The Grand Place: a grand place to lie low
Not yet knowing that the city would be a second home to him in the decades to come, a 35-year-old Hugo first laid eyes on Brussels’ Grand Place in 1837 as a tourist. An avid journal writer, he wrote down his first impressions of the medieval square, calling the place a “miracle,” and describing the City Hall with its belfry as “a dazzling fantasy dreamed up by a poet, and realized by an architect.” It’s no wonder that the already established writer took up residence at the Grand Place number 16, a magnificent building also known as “the Windmill” and part of the House of the Dukes of Brabant, after Napoleon III’s 1851 coup and Hugo’s subsequent exile. He soon moved into a bigger room next door, in “the Pidgeon,” where he would write Napoléon le Petit (Napoleon the Small), a scathing political pamphlet that drew its name from his most famous insult to the emperor – “Just because we had Napoléon le Grand [Napoleon the Great], do we have to have Napoléon le Petit [Napoleon the Small]?”
Théâtre Royal des Galeries: Les Misérables on stage
Brussels was home to not one, but two premieres of Hugo’s ultimate classic Les Misérables. The first was the much-anticipated publication of the novel in 1862; the second was the first performance of the theatrical version a year later. Napoleon III might have granted Hugo amnesty by that time, but the French government refused to let the critical social drama be performed in Paris. So Hugo’s son Charles, the adapter of the novel for the stage, chose Brussels’ Théâtre Royal des Galeries instead. When attending a show in the velvety venue, look up to see a dreamy blue sky by René Magritte.
Tropismes: from love nest to bookstore
Even before his son staged a play in its theater, Hugo himself had become intimately familiar with the pioneering shopping arcade.
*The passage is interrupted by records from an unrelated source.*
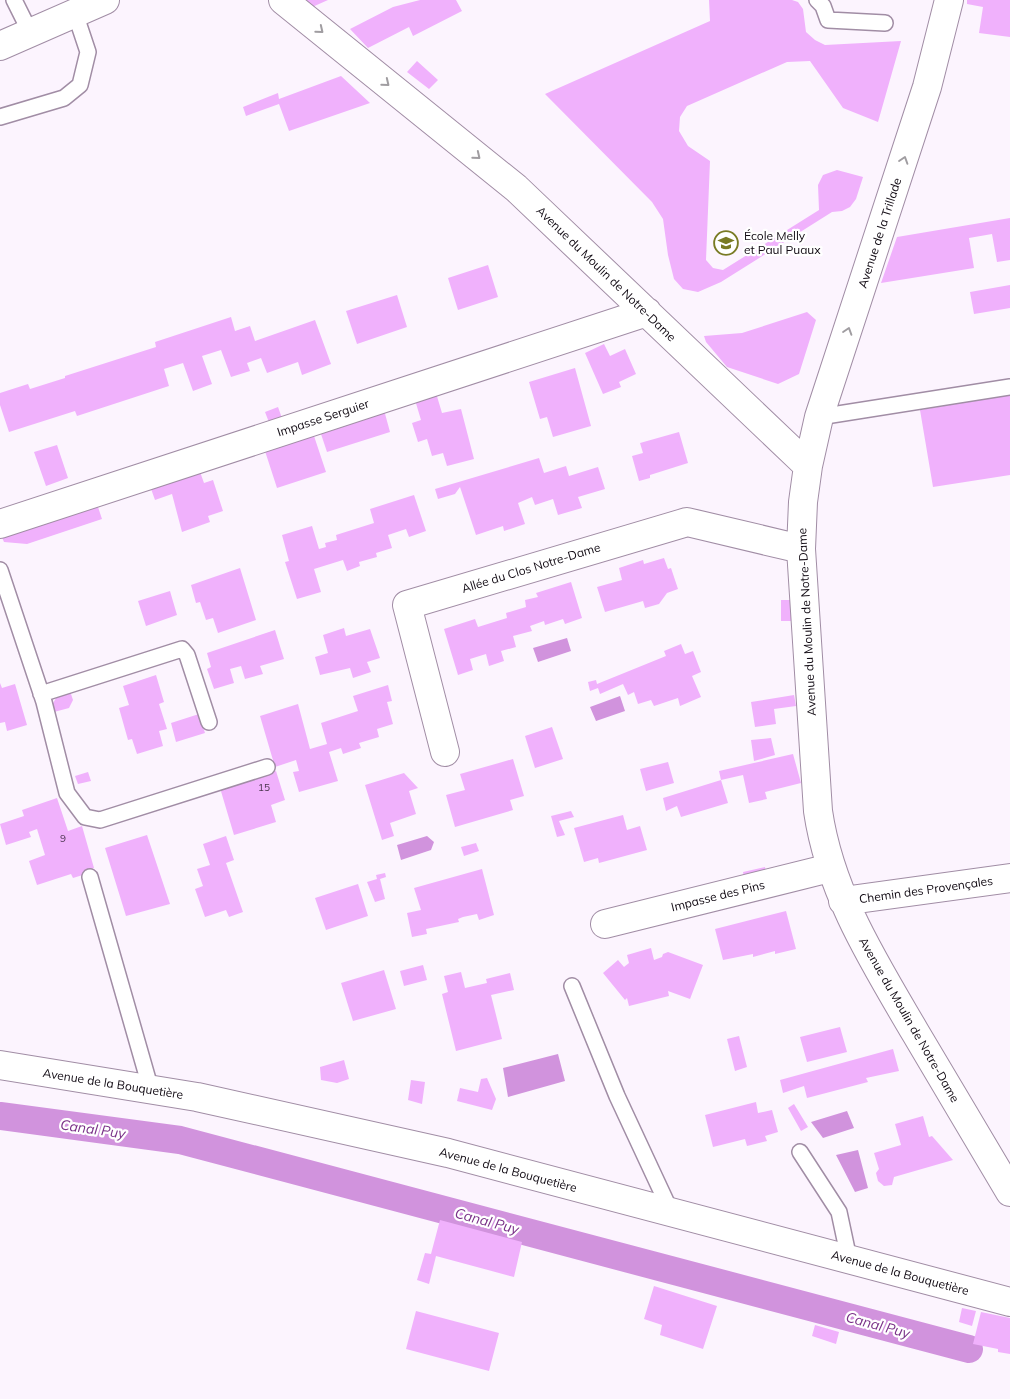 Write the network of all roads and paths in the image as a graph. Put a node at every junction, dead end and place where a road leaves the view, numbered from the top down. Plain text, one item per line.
1 (14, 0) edge
2 (104, 0) edge
3 (283, 0) edge
4 (817, 0) edge
5 (949, 0) edge
6 (75, 13) junction
7 (885, 23) dead end
8 (30, 32) junction
9 (0, 46) edge
10 (0, 117) edge
11 (646, 312) junction
12 (1010, 387) edge
13 (819, 417) junction
14 (808, 466) junction
15 (0, 524) edge
16 (801, 549) junction
17 (0, 570) edge
18 (41, 694) junction
19 (209, 722) dead end
20 (445, 752) dead end
21 (267, 767) dead end
22 (830, 868) junction
23 (90, 878) dead end
24 (1010, 878) edge
25 (843, 901) junction
26 (605, 924) dead end
27 (572, 986) dead end
28 (0, 1065) edge
29 (151, 1090) junction
30 (800, 1152) dead end
31 (1010, 1192) edge
32 (671, 1212) junction
33 (849, 1260) junction
34 (1010, 1302) edge

1 - 8 lane
2 - 6 street
3 -> 11 street, Avenue du Moulin de Notre-Dame
4 - 7 lane
13 -> 5 street, Avenue de la Trillade
6 - 8 street
6 - 10 lane
8 - 9 street
11 - 14 street, Avenue du Moulin de Notre-Dame
11 - 15 street, Impasse Serguier
12 - 13 lane
13 - 14 street, Avenue de la Trillade
14 - 16 street, Avenue du Moulin de Notre-Dame
16 - 20 street, Allée du Clos Notre-Dame
16 - 22 street, Avenue du Moulin de Notre-Dame
17 - 18 lane
18 - 19 lane
18 - 21 lane
22 - 25 street, Avenue du Moulin de Notre-Dame
22 - 26 street, Impasse des Pins
23 - 29 lane
24 - 25 street, Chemin des Provençales
25 - 31 street, Avenue du Moulin de Notre-Dame
27 - 32 lane
28 - 29 street, Avenue de la Bouquetière
29 - 32 street, Avenue de la Bouquetière
30 - 33 lane
32 - 33 street, Avenue de la Bouquetière
33 - 34 street, Avenue de la Bouquetière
During his exile in Brussels, he walked the halls of the Galeries Royales Saint-Hubert nearly every day to visit his devoted mistress, Juliette Drouet, who’d accompanied him to Brussels and would do so again on his move to the Channel Islands until their return to France in 1870. Today, her former home is a popular bookshop known as “Tropismes.” It sits in the smaller Galerie du Prince and quite fittingly specializes in French literature, including Les Misérables, the manuscript of which Drouet smuggled across the border when she followed Hugo to Brussels.
Cathedral of St. Michael and St. Gudula: a gothic treasure
“The purest flowering of the Gothic style” was Hugo’s perception of this fine church, which was not yet deemed a cathedral at the time of his visit. Now used for both royal weddings and funerals, St. Michael and St. Gudula reminded the author of the Notre Dame. He marveled at its 17th-century pulpit, its windows, and the singing of its choir in detail in his journal, much in the way he did with its Paris cousin in The Hunchback of Notre-Dame‘s lengthy descriptive passages.
Place des Barricades: a family home
After moving around in Brussels a couple of times, the Hugo family eventually settled at the neoclassical Place des Barricades. With his son Charles having married a Belgian girl and there being a grandkid in the mix, Hugo would return regularly to number 4, even if he spent most of his time on the Channel Islands with Juliette Drouet. A plaque at the premises bearing one of his quotes – “I feel myself the brother of all men and the guest of all peoples” – carries a specific resonance knowing that Hugo, an eternal pacifist, was an early proponent of what he called a “United States of Europe.” Little did he know that he had bought his family home in the city that would become the heart of it.